Также в отношении науки и религии. Вот его слова: «Наука берет мир как замкнутую в себе систему явлений и изучает соотношения между этими явлениями вне отношения мира как целого, а следовательно, и каждой, даже малейшей части к его высшему основанию, к его первопричине, к его абсолютному началу, из которого он произошел и на котором он покоится. Наука берет как рабочую гипотезу, что мир — это готовая замкнутая система. Религия же познает именно отношение мира, а следовательно, и человека, к этой абсолютной первооснове бытия, к Богу, и из этого познания черпает уяснение общего смысла бытия, которое остается вне поля зрения науки. Наука как бы изучает середину, промежуточный слой или отрезок бытия в его внутренней структуре. Религия познает эту середину в ее отношении к началу и концу, к целому бытия или к его целостной первооснове».
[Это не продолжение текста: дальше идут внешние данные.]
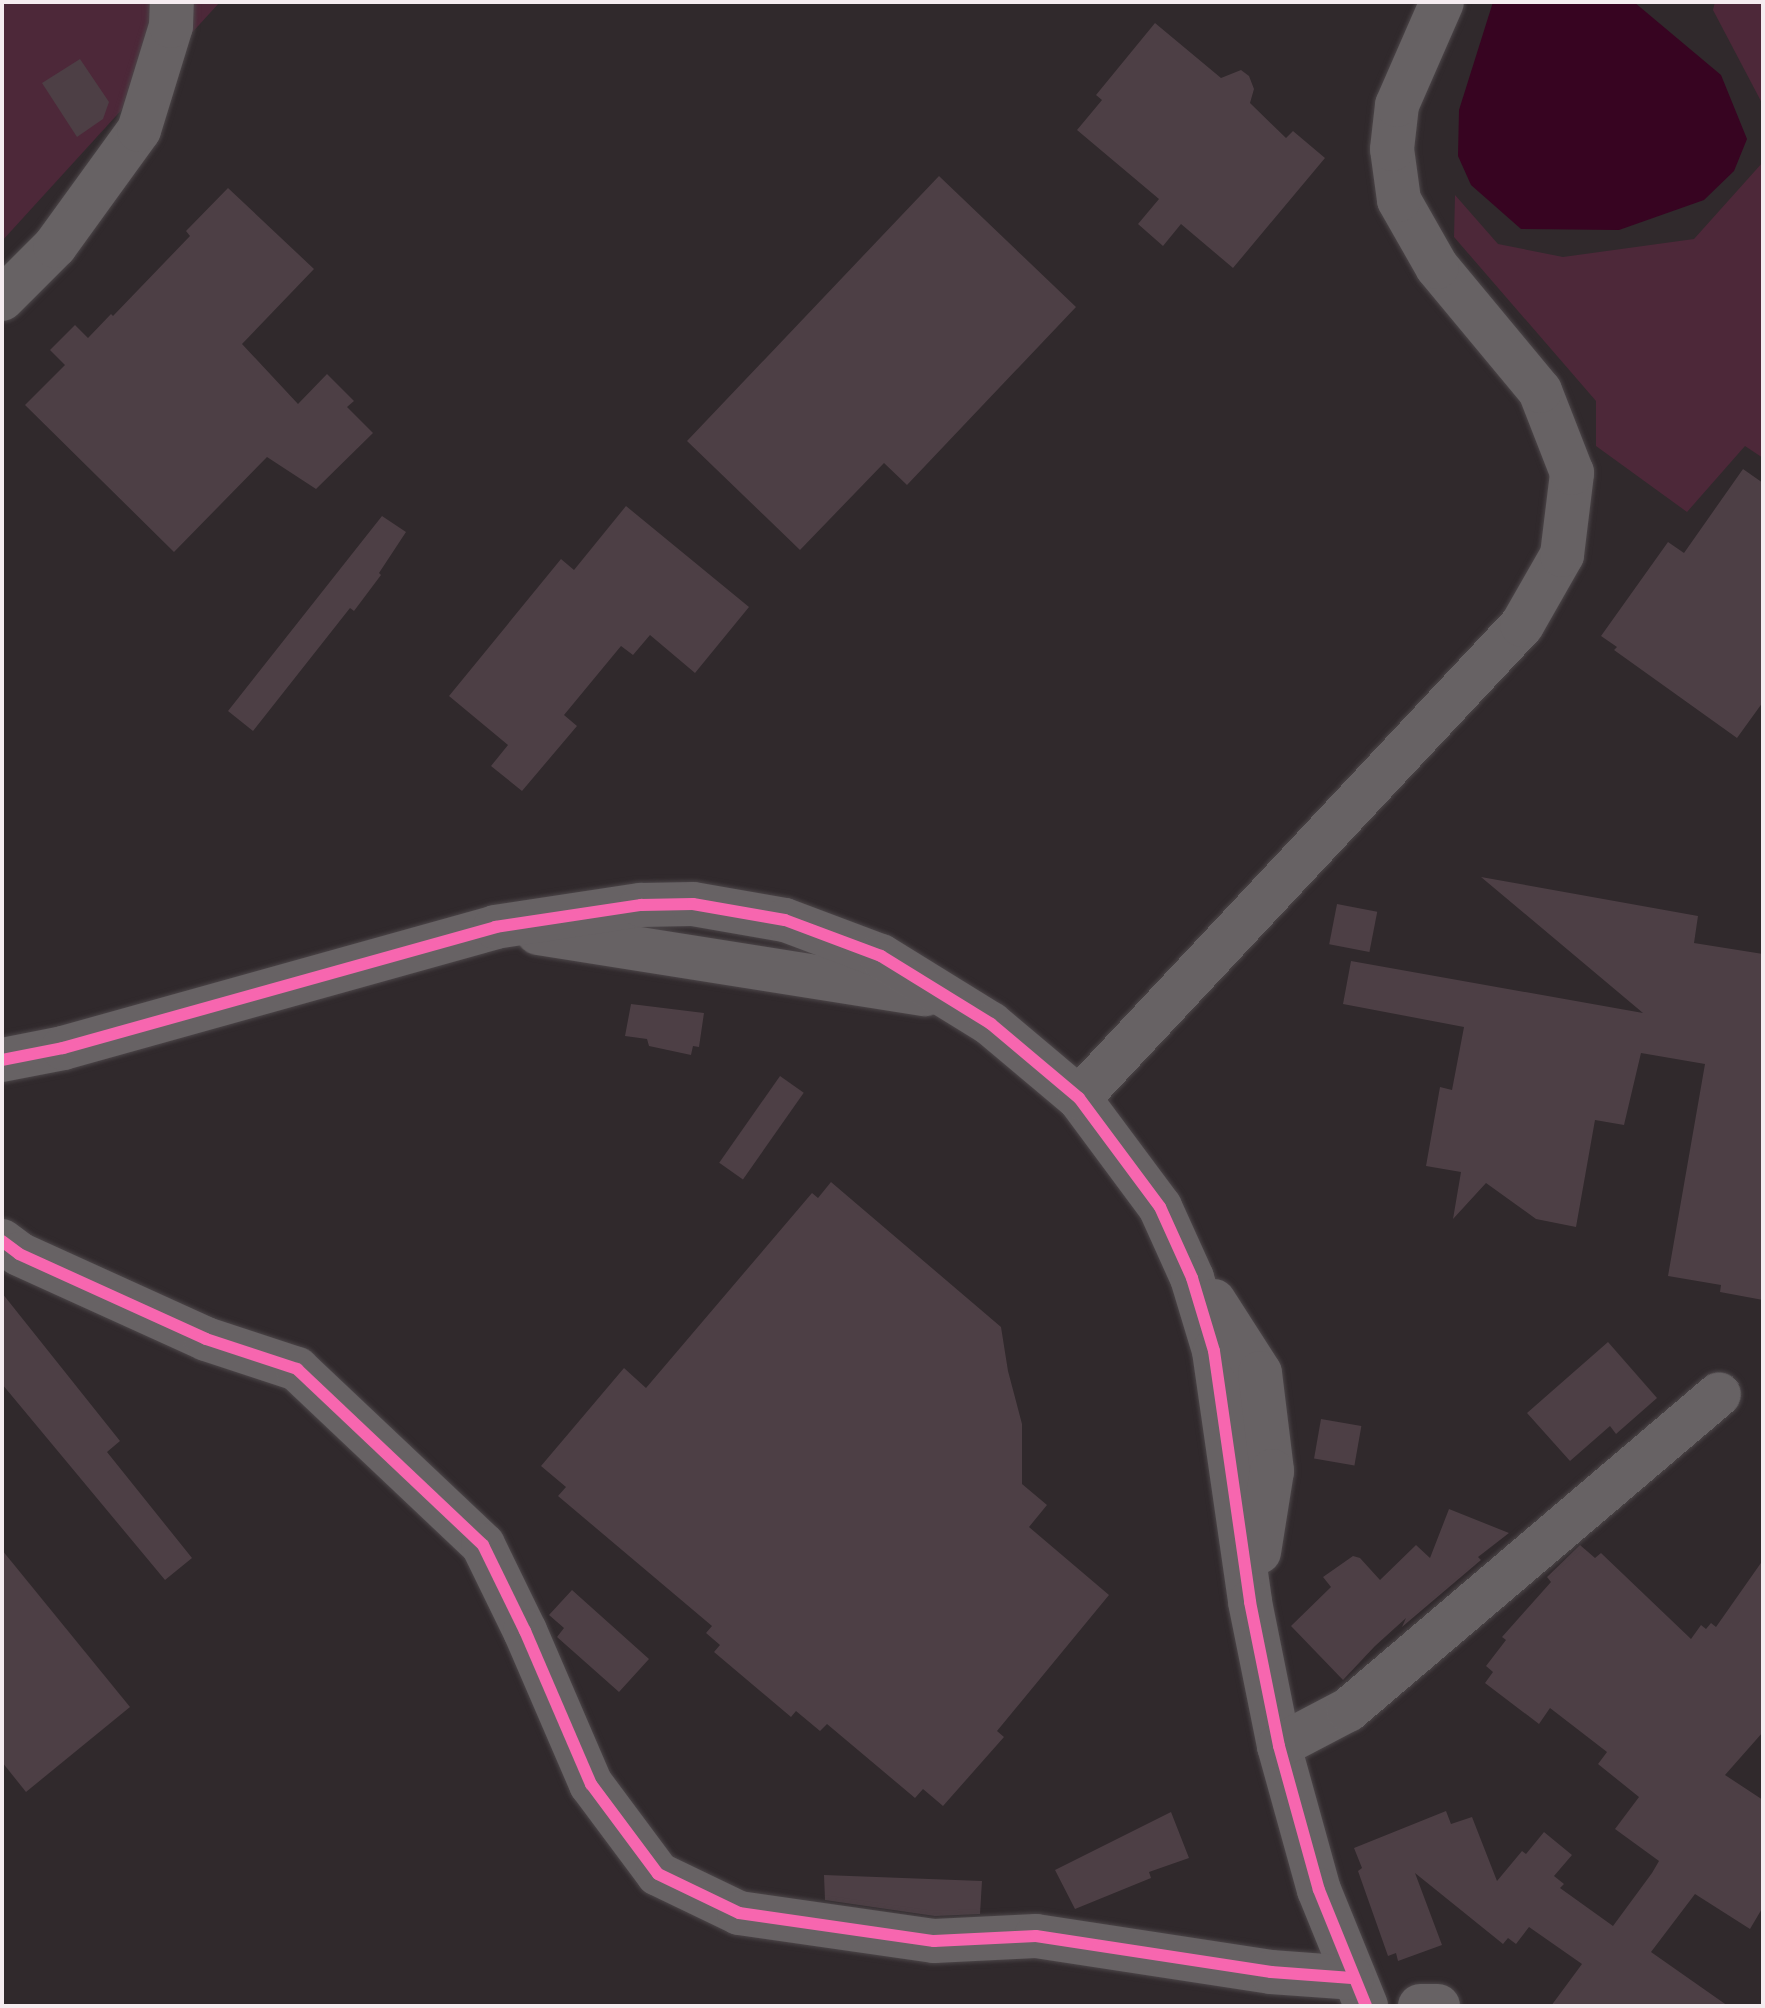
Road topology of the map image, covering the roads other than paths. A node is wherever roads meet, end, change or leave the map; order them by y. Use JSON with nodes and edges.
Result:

Далее, он поднимает вопрос о чуде, которое обычно вызывало резкую критику со стороны антирелигиозной пропаганды. Он говорит так: когда человек отрицает явление, непостижимое для него, он заранее уже старается себе построить модель мира. Но есть ли основание утверждать, что модель — это точное соответствие действительности? Семен Людвигович Франк опирается на слова Блаженного Августина, который писал, что религия противоречит не законам природы, а известным нам законам. А далеко не все законы нам известны.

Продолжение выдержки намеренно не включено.